Aussagen der Opfer

Prozess in Bremen: Falsche Polizisten erbeuteten Geld von Senioren

Bremen - Die Staatsanwaltschaft Bremen hat Haftstrafen von zwei Jahren sowie drei Jahren und neun Monaten für zwei Angeklagte gefordert, die als Bandenmitglieder Senioren um ihrer Ersparnisse gebracht haben sollen.

Die Taten sei schwerwiegend und perfide, zeugten von hoher krimineller Energie und hätten die Opfer verängstigt und verunsichert, betonte der Anklagevertreter am Donnerstag vor dem Landgericht Bremen. Die Verteidiger plädierten jeweils auf eine um mehrere Monate reduzierte Freiheitsstrafe für ihre Mandanten. Die Urteile werden an diesem Donnerstag erwartet. 

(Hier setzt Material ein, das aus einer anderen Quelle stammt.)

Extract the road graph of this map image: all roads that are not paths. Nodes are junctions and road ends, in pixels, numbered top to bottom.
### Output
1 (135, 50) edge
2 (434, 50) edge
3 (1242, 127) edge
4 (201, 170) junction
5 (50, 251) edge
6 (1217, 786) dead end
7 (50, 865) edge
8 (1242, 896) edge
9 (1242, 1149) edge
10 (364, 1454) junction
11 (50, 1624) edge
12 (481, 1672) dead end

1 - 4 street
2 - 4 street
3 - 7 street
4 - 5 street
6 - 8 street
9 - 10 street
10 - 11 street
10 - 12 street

Angeklagt sind zwei 30 und 33 Jahre alte Männer, zu deren Gunsten die Staatsanwaltschaft die „umfassenden und glaubhaften Geständnisse“ auslegte. Sie sollen als Vermittler der Bande fungiert haben, deren Mitglieder über ein Callcenter in der Türkei meist über 70- und 80-jährige Senioren in mehreren Bundesländern - darunter Bayern, Nordrhein-Westfalen und Niedersachsen - anriefen und sich als Polizeibeamte ausgaben. 

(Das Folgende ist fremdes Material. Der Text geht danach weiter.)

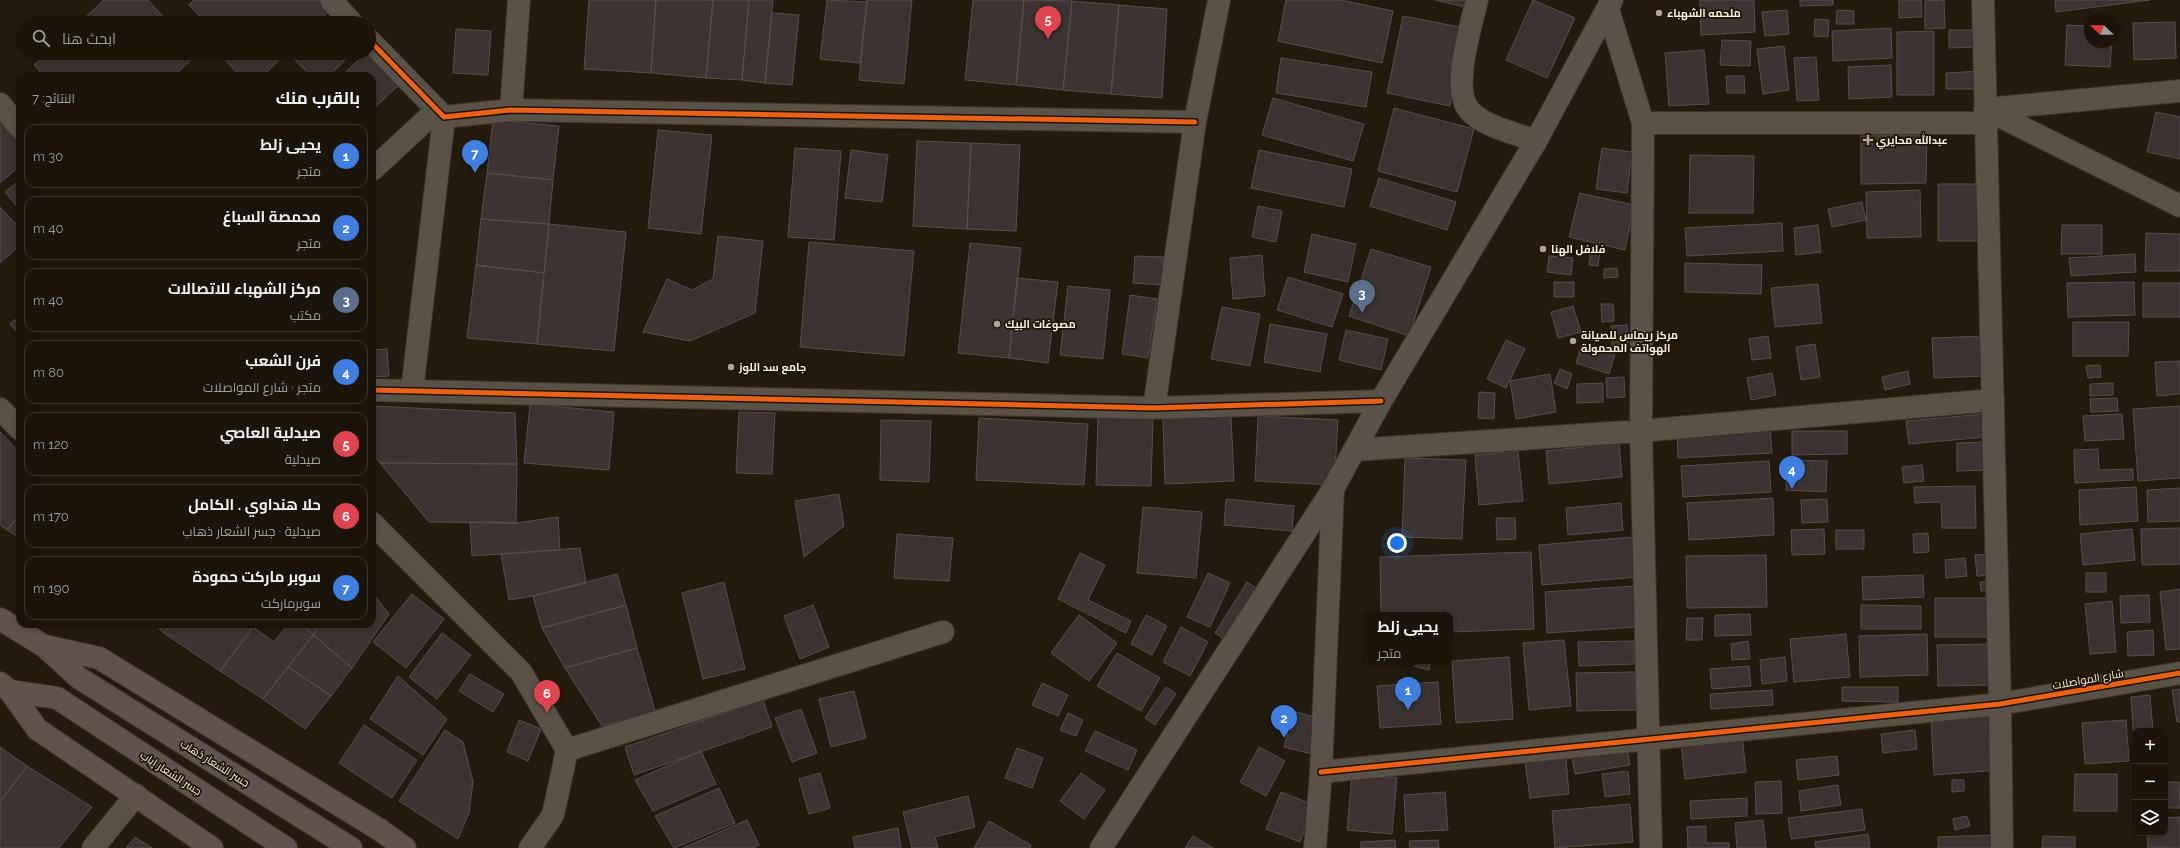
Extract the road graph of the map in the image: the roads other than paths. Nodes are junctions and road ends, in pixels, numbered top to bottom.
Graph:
1 (519, 0) edge
2 (1219, 0) edge
3 (1477, 0) edge
4 (1983, 0) edge
5 (336, 2) edge
6 (1610, 5) edge
7 (347, 16) edge
8 (376, 47) edge
9 (2180, 91) edge
10 (0, 104) edge
11 (511, 110) junction
12 (441, 113) junction
13 (1985, 116) junction
14 (1195, 122) junction
15 (16, 123) edge
16 (1643, 123) junction
17 (1536, 141) junction
18 (376, 167) edge
19 (2180, 206) edge
20 (376, 390) edge
21 (412, 391) junction
22 (1993, 400) junction
23 (1381, 401) junction
24 (1154, 408) junction
25 (0, 409) edge
26 (16, 425) edge
27 (1641, 431) junction
28 (1354, 450) junction
29 (1333, 490) junction
30 (376, 527) edge
31 (0, 618) edge
32 (16, 625) edge
33 (22, 628) edge
34 (943, 632) dead end
35 (44, 646) junction
36 (2180, 673) edge
37 (5, 687) edge
38 (2000, 704) junction
39 (1649, 739) junction
40 (567, 750) junction
41 (1321, 772) junction
42 (136, 795) junction
43 (93, 848) edge
44 (212, 848) edge
45 (286, 848) edge
46 (351, 848) edge
47 (405, 848) edge
48 (530, 848) edge
49 (1101, 848) edge
50 (1315, 848) edge
51 (1651, 848) edge
52 (2002, 848) edge

1 - 11 street
2 - 14 street
3 - 17 street
4 - 13 street
5 - 7 street
6 - 16 street
6 - 17 main road
8 - 12 street
9 - 13 street
10 - 15 street
11 - 12 street
11 - 14 street
12 - 18 street
12 - 21 street
13 - 16 street
13 - 19 street
13 - 22 street
14 - 24 street
16 - 27 street
17 - 23 main road
20 - 21 street
21 - 24 street
22 - 27 street
22 - 38 street
23 - 24 street
23 - 28 main road
25 - 26 street
27 - 28 street
27 - 39 street
28 - 29 main road
29 - 41 street
29 - 49 main road
30 - 40 street
31 - 32 main road
33 - 35 main road
34 - 40 street
35 - 46 main road, جسر الشعار ذهاب
35 - 47 main road
36 - 38 street, شارع المواصلات
37 - 42 main road
37 - 45 main road, جسر الشعار إياب
38 - 39 street, شارع المواصلات
38 - 52 street
39 - 41 street, شارع المواصلات
39 - 51 street
40 - 48 street
41 - 50 street
42 - 43 street
42 - 44 main road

Am Donnerstag wurden die Zeugenaussagen mehrerer Opfer vorgelesen. Die Bande ging meist nach derselben Masche vor. Die Täter gaben sich als Herr Schwarz, Herr Reinhard oder Herr Nowak aus, sagten, sie seien vom Bundeskriminalamt, von Interpol, dem Landeskriminalamt oder der Staatsanwaltschaft und hätten vertrauliche Hinweise, dass das Geld der Betroffenen auf der Bank etwa durch die Mafia in Gefahr sei. 

Durch mehrfache tägliche Anrufe erschlichen sich die Anrufer über Tage hinweg das Vertrauen ihrer Opfer, die sie letztlich so manipulierten, dass diese ihnen hohe Geldbeträge übergaben, in einem Fall sogar über 150.000 Euro. Der Gesamtschaden wird auf fast eine halbe Million Euro geschätzt. „Ich war zu 100 Prozent sicher, dass es ein deutscher Polizeibeamter war“, sagte laut Zeugenprotokoll eine der Geschädigten. Ein anderes Opfer berichtete von einem „enormen psychischem Druck“ über Tage hinweg. 

Die beiden Angeklagten dienten den Drahtziehern in der Türkei in Deutschland als Mittelsmänner. Sie nahmen das Geld von den Abholern in Empfang und schickten es weiter. Dafür teilte sie sich in der Regel zehn Prozent der Beute mit den Abholern.